- [Problem to solve]: Set down the entries again word for word, without any of the images.

- [Task input]:
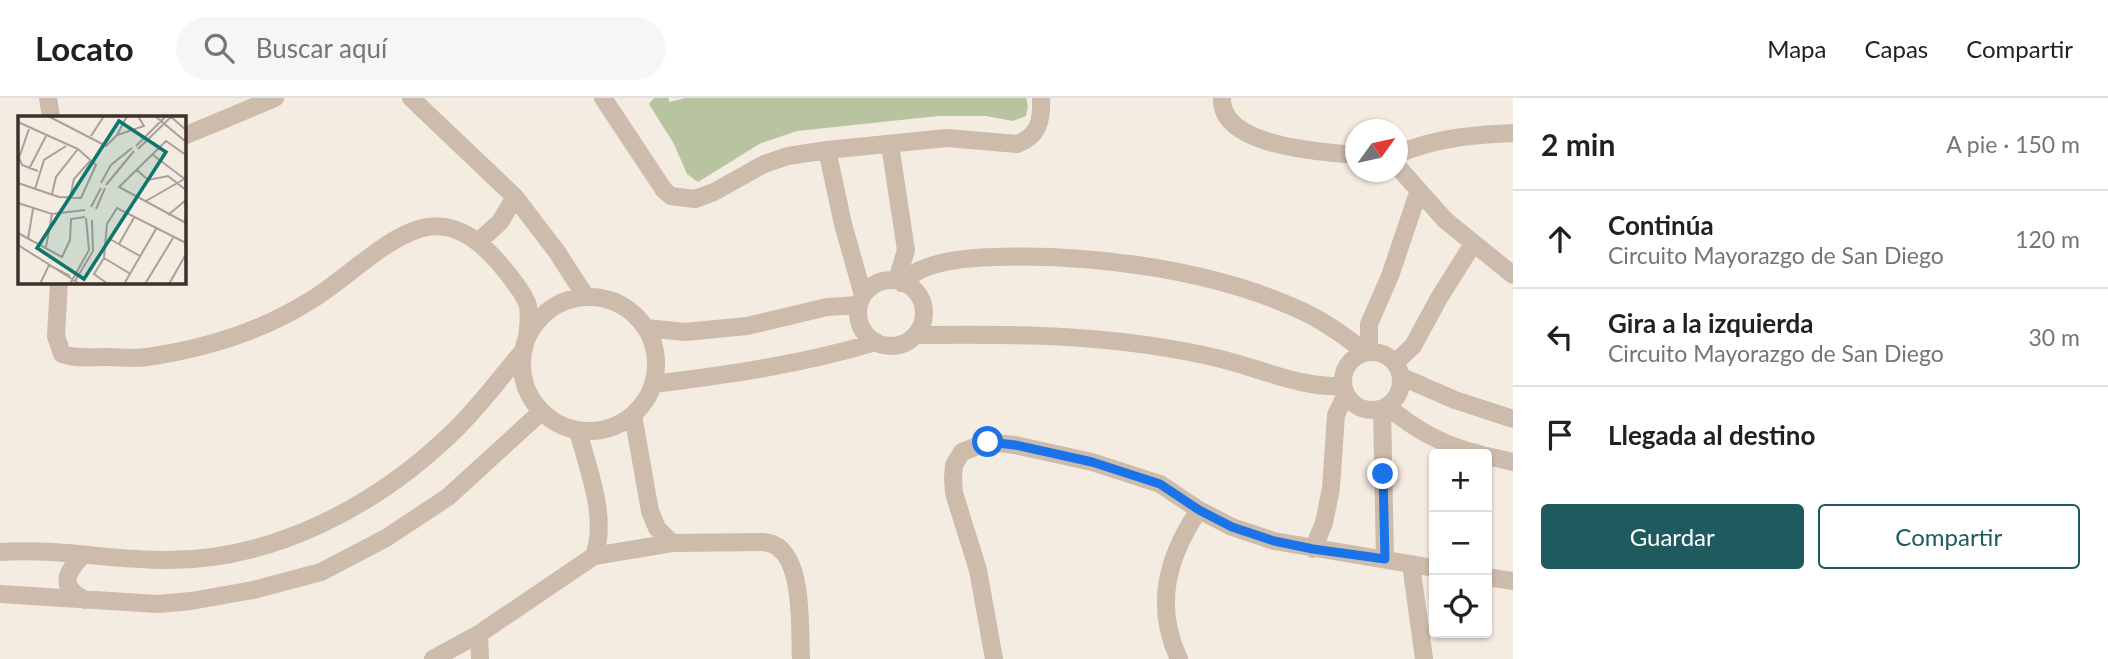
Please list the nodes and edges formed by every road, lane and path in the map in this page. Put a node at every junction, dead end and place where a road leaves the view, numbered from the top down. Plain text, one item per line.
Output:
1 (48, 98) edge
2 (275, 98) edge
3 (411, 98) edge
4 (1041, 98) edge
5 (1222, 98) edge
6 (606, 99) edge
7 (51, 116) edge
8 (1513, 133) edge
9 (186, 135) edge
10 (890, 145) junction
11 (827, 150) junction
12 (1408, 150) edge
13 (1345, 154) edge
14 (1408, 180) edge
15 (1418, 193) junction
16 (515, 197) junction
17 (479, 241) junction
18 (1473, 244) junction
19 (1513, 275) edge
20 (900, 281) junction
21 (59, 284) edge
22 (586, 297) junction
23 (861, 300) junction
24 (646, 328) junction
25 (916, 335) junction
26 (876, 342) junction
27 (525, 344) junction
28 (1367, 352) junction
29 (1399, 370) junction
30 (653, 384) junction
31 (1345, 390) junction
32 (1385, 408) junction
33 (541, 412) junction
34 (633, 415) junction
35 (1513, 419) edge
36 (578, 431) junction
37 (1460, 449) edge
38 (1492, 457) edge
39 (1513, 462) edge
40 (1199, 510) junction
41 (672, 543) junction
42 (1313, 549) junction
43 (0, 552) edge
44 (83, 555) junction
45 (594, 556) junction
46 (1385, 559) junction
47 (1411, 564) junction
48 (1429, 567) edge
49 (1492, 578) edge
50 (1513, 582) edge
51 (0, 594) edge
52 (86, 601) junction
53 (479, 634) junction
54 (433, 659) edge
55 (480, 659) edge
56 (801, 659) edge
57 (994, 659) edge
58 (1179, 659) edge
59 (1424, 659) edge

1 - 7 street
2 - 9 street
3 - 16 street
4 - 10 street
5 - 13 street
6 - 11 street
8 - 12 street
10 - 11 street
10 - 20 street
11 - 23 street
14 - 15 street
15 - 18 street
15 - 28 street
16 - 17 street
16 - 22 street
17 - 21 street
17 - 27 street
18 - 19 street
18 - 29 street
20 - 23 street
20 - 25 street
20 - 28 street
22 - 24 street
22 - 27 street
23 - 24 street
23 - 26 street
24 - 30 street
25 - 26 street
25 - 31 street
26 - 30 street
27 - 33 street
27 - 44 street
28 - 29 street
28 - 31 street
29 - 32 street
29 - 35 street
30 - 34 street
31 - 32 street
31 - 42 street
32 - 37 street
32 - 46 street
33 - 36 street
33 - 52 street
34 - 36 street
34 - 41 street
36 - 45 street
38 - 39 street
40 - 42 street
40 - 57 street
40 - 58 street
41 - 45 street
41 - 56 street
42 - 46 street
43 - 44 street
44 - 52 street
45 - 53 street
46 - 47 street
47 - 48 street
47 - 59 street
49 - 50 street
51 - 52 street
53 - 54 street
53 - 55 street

- [Answer to the exercise]:
Please list the nodes and edges formed by every road, lane and path in the map in this page. Put a node at every junction, dead end and place where a road leaves the view, numbered from the top down. Plain text, one item per line.
Output:
1 (48, 98) edge
2 (275, 98) edge
3 (411, 98) edge
4 (1041, 98) edge
5 (1222, 98) edge
6 (606, 99) edge
7 (51, 116) edge
8 (1513, 133) edge
9 (186, 135) edge
10 (890, 145) junction
11 (827, 150) junction
12 (1408, 150) edge
13 (1345, 154) edge
14 (1408, 180) edge
15 (1418, 193) junction
16 (515, 197) junction
17 (479, 241) junction
18 (1473, 244) junction
19 (1513, 275) edge
20 (900, 281) junction
21 (59, 284) edge
22 (586, 297) junction
23 (861, 300) junction
24 (646, 328) junction
25 (916, 335) junction
26 (876, 342) junction
27 (525, 344) junction
28 (1367, 352) junction
29 (1399, 370) junction
30 (653, 384) junction
31 (1345, 390) junction
32 (1385, 408) junction
33 (541, 412) junction
34 (633, 415) junction
35 (1513, 419) edge
36 (578, 431) junction
37 (1460, 449) edge
38 (1492, 457) edge
39 (1513, 462) edge
40 (1199, 510) junction
41 (672, 543) junction
42 (1313, 549) junction
43 (0, 552) edge
44 (83, 555) junction
45 (594, 556) junction
46 (1385, 559) junction
47 (1411, 564) junction
48 (1429, 567) edge
49 (1492, 578) edge
50 (1513, 582) edge
51 (0, 594) edge
52 (86, 601) junction
53 (479, 634) junction
54 (433, 659) edge
55 (480, 659) edge
56 (801, 659) edge
57 (994, 659) edge
58 (1179, 659) edge
59 (1424, 659) edge

1 - 7 street
2 - 9 street
3 - 16 street
4 - 10 street
5 - 13 street
6 - 11 street
8 - 12 street
10 - 11 street
10 - 20 street
11 - 23 street
14 - 15 street
15 - 18 street
15 - 28 street
16 - 17 street
16 - 22 street
17 - 21 street
17 - 27 street
18 - 19 street
18 - 29 street
20 - 23 street
20 - 25 street
20 - 28 street
22 - 24 street
22 - 27 street
23 - 24 street
23 - 26 street
24 - 30 street
25 - 26 street
25 - 31 street
26 - 30 street
27 - 33 street
27 - 44 street
28 - 29 street
28 - 31 street
29 - 32 street
29 - 35 street
30 - 34 street
31 - 32 street
31 - 42 street
32 - 37 street
32 - 46 street
33 - 36 street
33 - 52 street
34 - 36 street
34 - 41 street
36 - 45 street
38 - 39 street
40 - 42 street
40 - 57 street
40 - 58 street
41 - 45 street
41 - 56 street
42 - 46 street
43 - 44 street
44 - 52 street
45 - 53 street
46 - 47 street
47 - 48 street
47 - 59 street
49 - 50 street
51 - 52 street
53 - 54 street
53 - 55 street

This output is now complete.